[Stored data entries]
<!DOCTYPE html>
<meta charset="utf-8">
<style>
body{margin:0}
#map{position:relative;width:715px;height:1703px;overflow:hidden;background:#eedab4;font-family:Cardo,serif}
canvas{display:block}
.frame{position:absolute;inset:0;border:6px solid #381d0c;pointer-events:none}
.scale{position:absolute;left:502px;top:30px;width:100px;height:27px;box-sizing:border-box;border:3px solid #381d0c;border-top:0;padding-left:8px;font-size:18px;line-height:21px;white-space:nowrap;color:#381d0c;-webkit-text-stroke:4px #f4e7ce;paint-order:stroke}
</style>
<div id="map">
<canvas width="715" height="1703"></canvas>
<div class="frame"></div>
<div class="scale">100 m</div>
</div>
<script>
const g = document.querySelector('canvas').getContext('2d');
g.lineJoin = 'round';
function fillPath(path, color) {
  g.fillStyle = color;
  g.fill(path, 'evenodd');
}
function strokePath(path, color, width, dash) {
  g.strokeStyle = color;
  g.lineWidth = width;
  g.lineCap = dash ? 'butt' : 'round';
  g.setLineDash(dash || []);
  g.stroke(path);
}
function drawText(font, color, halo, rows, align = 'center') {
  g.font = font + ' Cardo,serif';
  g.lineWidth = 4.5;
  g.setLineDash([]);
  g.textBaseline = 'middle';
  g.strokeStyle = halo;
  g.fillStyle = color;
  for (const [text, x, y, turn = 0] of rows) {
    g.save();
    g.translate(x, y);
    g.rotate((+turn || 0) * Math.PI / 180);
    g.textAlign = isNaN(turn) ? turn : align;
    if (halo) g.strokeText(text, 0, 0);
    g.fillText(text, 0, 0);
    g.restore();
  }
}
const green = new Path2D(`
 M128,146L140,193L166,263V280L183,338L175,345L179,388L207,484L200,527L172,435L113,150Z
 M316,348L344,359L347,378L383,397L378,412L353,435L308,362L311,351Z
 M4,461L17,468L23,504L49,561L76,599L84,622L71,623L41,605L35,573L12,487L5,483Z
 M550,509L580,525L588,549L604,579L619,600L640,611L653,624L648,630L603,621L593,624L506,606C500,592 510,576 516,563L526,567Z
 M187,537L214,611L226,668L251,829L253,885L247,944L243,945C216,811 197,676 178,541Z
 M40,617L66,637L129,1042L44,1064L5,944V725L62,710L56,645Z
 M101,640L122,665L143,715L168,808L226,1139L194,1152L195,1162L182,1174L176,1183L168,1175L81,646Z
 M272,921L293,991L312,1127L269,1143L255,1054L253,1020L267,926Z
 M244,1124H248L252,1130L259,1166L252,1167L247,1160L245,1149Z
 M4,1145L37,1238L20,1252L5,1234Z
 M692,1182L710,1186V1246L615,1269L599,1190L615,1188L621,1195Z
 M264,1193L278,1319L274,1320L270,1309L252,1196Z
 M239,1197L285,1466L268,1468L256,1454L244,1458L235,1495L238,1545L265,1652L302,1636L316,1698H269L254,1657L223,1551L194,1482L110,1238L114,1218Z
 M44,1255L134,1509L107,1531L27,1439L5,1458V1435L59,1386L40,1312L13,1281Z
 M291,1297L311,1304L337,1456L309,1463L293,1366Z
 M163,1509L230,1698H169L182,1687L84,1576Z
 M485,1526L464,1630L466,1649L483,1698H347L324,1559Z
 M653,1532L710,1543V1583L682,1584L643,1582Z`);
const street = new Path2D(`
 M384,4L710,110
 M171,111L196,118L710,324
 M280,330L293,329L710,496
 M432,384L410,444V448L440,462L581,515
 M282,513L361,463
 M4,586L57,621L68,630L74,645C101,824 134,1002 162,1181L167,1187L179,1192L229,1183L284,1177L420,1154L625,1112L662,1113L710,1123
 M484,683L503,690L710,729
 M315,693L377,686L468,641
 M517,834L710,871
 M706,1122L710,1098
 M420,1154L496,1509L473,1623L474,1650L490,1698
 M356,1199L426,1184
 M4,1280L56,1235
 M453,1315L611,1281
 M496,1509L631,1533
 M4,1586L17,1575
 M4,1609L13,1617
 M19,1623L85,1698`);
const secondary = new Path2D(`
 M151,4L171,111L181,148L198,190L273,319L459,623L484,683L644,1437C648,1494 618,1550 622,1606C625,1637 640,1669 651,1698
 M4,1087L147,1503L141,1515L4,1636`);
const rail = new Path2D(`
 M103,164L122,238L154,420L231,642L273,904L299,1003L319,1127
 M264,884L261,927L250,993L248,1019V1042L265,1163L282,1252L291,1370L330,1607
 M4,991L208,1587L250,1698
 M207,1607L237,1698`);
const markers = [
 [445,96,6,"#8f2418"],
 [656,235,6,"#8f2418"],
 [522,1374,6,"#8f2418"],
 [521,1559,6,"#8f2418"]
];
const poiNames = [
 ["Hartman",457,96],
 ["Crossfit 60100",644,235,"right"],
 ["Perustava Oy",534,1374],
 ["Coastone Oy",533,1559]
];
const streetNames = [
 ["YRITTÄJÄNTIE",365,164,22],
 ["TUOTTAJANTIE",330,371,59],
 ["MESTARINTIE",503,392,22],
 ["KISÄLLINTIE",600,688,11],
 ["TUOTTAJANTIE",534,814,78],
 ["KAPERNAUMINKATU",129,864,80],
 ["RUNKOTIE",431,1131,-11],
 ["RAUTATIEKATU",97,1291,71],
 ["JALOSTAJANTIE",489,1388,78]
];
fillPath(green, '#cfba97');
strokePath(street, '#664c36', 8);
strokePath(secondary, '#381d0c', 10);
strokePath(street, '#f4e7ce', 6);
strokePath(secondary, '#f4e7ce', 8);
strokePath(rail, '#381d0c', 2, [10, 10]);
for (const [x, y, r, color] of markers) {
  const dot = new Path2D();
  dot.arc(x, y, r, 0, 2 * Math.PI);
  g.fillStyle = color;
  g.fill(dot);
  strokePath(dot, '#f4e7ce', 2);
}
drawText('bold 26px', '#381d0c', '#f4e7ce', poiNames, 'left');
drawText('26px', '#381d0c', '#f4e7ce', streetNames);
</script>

• [HOW TO COMPLETE THIS TASK]: Go through the records and count every line with the word "Math"; the answer is the number alone.

• [PROBLEM SOLUTION]: 2